When the bloodshed was peaking over the summer, D.C. Police Chief Cathy Lanier said a big part of the violence came from people fresh out of lockup.
“Multiple . . . offenders involved in homicide have previous homicide charges and are recently back in the community,” Lanier said at a news conference in August. “That’s significant, and it’s different from anything we’ve seen before.”
Reentry is something that has confounded cities for decades. Old neighborhoods and old rivals beckon, but opportunities for success do not. It’s not a new story.
So, what to do about those bad guys: Jobs? Schools?
Turns out the most successful federal program to help with jobs and education — Federal Prison Industries (FPI) — has been cut by half over the past decade, according to Deputy Attorney General Sally Quillian Yates. The opportunities are slim for people with records.
Meanwhile, about 6,000 federal inmates whose drug sentences were recently reduced have been released back into communities across the nation in the past few months. And with what new help to reintegrate? Not a lot.
I’ve walked through some of the steps to reentry with some ex-offenders, and I see the roadblocks.
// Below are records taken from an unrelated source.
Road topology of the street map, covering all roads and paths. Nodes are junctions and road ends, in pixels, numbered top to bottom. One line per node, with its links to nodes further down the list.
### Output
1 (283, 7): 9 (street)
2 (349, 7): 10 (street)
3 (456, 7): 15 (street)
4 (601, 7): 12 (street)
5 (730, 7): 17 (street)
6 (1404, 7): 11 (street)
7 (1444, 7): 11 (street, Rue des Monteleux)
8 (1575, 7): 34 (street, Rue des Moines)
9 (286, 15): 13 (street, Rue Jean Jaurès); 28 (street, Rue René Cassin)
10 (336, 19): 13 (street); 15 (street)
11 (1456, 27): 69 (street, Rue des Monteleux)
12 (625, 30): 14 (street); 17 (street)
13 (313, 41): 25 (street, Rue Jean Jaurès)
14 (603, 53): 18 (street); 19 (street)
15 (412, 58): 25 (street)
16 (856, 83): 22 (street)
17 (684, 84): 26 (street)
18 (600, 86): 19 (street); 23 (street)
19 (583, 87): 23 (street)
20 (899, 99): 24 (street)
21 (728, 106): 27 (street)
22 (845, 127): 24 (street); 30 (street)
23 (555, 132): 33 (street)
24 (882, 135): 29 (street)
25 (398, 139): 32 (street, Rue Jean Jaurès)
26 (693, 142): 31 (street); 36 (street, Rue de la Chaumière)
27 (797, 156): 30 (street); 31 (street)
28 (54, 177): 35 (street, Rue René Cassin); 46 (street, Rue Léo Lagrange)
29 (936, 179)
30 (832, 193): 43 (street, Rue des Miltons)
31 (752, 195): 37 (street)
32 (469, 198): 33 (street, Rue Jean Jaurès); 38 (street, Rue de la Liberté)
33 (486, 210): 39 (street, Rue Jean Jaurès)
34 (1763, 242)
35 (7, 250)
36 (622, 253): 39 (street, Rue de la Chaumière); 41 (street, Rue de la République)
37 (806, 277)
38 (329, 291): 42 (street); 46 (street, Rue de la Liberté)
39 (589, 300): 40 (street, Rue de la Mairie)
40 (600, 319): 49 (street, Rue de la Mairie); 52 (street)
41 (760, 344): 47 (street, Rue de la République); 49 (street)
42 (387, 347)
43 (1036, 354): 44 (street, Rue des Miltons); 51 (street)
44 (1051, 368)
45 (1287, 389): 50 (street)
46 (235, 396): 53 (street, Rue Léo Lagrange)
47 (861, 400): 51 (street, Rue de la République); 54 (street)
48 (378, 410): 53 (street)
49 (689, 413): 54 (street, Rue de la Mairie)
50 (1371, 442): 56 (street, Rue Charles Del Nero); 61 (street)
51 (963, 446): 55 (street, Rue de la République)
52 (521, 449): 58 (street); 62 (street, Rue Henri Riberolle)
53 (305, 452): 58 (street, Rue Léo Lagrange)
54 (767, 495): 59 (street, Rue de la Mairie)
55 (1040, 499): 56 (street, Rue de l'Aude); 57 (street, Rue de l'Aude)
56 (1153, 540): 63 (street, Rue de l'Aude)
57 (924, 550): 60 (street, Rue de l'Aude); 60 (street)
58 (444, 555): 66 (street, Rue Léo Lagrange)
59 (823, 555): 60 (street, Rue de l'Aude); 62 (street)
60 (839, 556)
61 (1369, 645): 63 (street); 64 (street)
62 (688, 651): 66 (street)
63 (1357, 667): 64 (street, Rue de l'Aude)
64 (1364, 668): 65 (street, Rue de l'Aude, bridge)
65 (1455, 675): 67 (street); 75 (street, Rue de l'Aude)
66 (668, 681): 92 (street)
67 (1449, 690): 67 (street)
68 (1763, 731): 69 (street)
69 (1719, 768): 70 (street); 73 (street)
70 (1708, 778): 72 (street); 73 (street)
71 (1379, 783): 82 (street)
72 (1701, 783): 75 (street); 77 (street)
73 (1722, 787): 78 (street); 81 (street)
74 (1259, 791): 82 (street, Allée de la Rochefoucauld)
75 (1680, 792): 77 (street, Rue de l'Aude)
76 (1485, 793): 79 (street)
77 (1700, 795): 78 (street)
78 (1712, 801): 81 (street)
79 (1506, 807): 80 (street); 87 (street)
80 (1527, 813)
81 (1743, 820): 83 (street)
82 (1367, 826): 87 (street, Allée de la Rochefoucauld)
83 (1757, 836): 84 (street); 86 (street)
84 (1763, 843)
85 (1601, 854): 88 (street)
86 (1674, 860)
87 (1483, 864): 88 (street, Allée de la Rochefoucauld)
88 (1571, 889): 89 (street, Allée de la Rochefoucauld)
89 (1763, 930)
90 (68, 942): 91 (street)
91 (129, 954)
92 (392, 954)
Appointments with parole officers clash with job interviews, potential employers don’t call back, one Metro breakdown and you’ve missed curfew.
In the District, about 8,000 men and women annually are returned to the city after being locked up and about half of them end up back behind bars within three years.
Watching these folks slip up and throwing them right back in jail costs taxpayers $30,000 a year for incarceration.
Every gun homicide in America costs taxpayers about $400,000.
Looking at it as a budget issue, paying someone $9,000 a year to stay out of trouble is cheap.
But this thing that the District is considering isn’t just a paycheck for being good. The Most Wanted members will only get the cash if they also go through an intensive, stay-straight program of education, counseling and job training that lasts about nine months.
It’s modeled after one in Richmond, Calif., in the shadow of San Francisco. Richmond had been among the nation’s Top 10 in homicide rates.
After that city started the pay-for-peace plan six years ago, gun-related violence plummeted.
Sure, it could be because that city also got an outside-the-box, new police chief, an openly gay man who pushed community policing beats, held up a Black Lives Matter sign and encouraged rehabilitation over jail. It could be that demographics are changing and the city followed the nationwide drop in crime.
Or it could be because the 68 people picked as Most Likely to Kill in that town were finally singled out. These guys came to the program with a “laundry list of deprivation and dysfunction: high unemployment, fragmented families, inadequate education and a heavy dose of substance abuse,” said the program’s founder, Devone E. Boggan, in a New York Times editorial.
But then someone asked more of them. They took trips to college campuses, and they were forced to make friends with rivals. For every month they attended meetings, listened to mentors, didn’t get in trouble, they got $1,000.
The cash helped pay rent and buy food. But ultimately, it was the attention to them, their futures and their success that kept those guys coming back, that kept them straight. It’s focused attention to their well-being that many never had before.
There’s no punch line. No great one-liner here. Just a lot of hard work and some success.
And even if the optics are bad, that’s got to be worth a try.